Home > Security > Details

Details

I thought it would be helpful, given things going on out there, to write up a guide to the attack that people could provide to their management. A lot of people are going to have to violate procedure and work extra hours. Maybe this will get a few pizzas approved 🙂

==

DNS is a system for, among other things, finding out what number to use when “calling” somebody on the Internet. Since there’s lots of people, in lots of places, there can’t just be one directory. Often, when you ask one server for a number, it tells you to go somewhere else. And when you go there, you might be sent to a third destination. This process — “recursion” — is repeated over and over, until you finally have the number for that name.

Of course, on the Internet, you aren’t really going anywhere. What’s actually happening is that you’re sending messages out, and receiving replies back. What prevents a bad guy from providing his own replies, with his own fake numbers for whatever you were looking for?
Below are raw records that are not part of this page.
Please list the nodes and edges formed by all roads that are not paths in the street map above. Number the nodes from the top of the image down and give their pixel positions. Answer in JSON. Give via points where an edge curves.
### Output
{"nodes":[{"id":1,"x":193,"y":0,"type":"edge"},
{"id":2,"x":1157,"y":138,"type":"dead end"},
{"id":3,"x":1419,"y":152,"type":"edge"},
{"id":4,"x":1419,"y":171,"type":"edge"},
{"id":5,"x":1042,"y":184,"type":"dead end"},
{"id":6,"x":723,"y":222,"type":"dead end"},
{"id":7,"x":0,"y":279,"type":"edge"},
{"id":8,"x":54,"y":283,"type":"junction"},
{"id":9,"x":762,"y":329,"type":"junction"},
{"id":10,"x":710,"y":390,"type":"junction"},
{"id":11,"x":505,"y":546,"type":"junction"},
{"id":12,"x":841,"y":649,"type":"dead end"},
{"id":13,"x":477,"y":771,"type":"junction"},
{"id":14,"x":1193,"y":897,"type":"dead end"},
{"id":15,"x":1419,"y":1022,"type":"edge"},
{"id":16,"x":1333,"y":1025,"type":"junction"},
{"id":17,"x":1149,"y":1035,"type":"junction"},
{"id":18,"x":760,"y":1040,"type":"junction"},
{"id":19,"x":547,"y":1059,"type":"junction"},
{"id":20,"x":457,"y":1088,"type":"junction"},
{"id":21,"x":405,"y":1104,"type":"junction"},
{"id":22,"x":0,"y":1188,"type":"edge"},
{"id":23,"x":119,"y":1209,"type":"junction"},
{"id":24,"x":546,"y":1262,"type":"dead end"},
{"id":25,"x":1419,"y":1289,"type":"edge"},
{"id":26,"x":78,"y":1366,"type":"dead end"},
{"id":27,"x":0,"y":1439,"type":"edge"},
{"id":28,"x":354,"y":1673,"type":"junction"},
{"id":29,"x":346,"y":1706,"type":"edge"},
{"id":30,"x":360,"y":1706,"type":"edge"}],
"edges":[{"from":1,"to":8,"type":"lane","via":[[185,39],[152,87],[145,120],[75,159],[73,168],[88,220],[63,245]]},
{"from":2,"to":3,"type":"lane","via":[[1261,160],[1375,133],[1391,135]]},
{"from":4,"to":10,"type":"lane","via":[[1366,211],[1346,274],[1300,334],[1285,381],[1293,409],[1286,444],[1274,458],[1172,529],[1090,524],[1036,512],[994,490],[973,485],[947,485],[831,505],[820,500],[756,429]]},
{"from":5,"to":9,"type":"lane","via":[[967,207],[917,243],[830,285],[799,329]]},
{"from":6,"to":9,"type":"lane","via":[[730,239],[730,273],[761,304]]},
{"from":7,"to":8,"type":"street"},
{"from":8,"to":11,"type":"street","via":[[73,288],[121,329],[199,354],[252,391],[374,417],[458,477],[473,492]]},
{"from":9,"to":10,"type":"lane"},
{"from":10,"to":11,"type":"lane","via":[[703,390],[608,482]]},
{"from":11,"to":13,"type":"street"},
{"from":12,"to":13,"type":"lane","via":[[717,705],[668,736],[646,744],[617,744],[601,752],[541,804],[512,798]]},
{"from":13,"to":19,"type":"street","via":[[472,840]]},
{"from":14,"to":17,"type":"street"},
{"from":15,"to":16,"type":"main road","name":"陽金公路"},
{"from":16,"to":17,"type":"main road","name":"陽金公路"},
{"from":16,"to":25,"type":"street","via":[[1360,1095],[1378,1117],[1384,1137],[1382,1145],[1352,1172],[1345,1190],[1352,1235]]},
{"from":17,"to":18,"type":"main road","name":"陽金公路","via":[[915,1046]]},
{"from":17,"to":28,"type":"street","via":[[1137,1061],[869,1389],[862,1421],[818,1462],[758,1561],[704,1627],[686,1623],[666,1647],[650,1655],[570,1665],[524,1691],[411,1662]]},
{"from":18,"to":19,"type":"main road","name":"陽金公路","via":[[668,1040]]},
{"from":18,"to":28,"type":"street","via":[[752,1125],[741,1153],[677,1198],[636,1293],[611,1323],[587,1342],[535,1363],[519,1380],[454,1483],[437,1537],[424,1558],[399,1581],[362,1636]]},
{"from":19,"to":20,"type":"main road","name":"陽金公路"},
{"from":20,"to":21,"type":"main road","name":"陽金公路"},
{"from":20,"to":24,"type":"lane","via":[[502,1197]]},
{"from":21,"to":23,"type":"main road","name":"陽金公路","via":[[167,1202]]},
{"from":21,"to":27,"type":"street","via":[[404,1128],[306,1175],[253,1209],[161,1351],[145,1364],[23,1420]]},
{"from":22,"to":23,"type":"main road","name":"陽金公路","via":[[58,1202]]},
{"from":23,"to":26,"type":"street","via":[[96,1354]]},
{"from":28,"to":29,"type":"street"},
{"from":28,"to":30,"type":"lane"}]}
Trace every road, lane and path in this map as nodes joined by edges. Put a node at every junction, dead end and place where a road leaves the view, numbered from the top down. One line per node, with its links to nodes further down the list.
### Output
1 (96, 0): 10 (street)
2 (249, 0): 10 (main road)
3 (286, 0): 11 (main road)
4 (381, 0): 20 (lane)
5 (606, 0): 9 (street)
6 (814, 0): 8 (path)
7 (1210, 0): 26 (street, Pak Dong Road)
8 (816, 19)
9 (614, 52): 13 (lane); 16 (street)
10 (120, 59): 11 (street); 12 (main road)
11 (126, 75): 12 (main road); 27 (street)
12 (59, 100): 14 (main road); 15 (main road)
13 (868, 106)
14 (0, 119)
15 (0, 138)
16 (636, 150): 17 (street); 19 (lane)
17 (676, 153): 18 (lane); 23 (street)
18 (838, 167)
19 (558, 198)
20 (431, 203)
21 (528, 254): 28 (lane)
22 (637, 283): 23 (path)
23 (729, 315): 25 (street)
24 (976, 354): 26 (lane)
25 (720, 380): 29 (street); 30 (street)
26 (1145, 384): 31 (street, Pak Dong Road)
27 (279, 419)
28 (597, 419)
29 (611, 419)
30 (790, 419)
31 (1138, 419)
Not much — but not nothing.

DNS can be thought of as a race: A request is sent. A good guy and a bad guy both want to get their replies to be trusted. The good guy has an advantage: He sees the request, and inside of it he can find a secret number, somewhere between zero to sixty five thousand. The race is not won until someone crosses the finish line with the secret number, and while the bad guy could guess the number, he has only a 1/65,536 chance of guessing correctly. Worse, the winner of the race gets to say how long it will be until the next race! The numbers can work out that it would take months, even years for the bad guy to finally win a race.

However, there are three problems. The first two were somewhat known. The second is very new.

First, the bad guy holds the starter pistol. He decides when the request goes out — meaning, he may not know *what* the secret number is, but he actually knows the race has started before the good guy does.

Second, the bad guy is not alone. He can have as many “runners” in the race as he likes — the race is only over when someone arrives with the correct secret number. The bad guy can try wrong number after wrong number, and until the good guy shows up with the right one, he can keep trying again and again. If he can squeeze a hundred numbers in, the odds drop from one in sixty five thousand to one in six fifty five.

But those are still long odds, and if he loses, he might have to wait a day to try again.

Or he might not.

What’s new is that the bad guy doesn’t actually have to wait to start another race. DNS is actually more of a relay race than a sprint. Remember, you send a request to a server, and you might get a reply that says “www.foobar.com? Sure, here’s the IP address to use.” Or, you might get a message that says, “www.foobar.com? I don’t know, ask ns1.foobar.com, here’s its address.” That’s recursion. It’s not a bug, or a rarely used feature. DNS is always sending you to different servers to find a record — this is how the servers that run .com work.

Now, there is a limit: Not just any other name will work — or else, I could return to you “www.foobar.com? Oh, that’s hosted at http://www.google.com, and here’s its address”, and you’d believe me. (Eleven years ago, that actually worked.) But names near http://www.foobar.com — 1.foobar.com, 2.foobar.com, 3.foobar.com — are referred to as “in-bailiwick”. A referral to a name in-bailiwick must be trusted.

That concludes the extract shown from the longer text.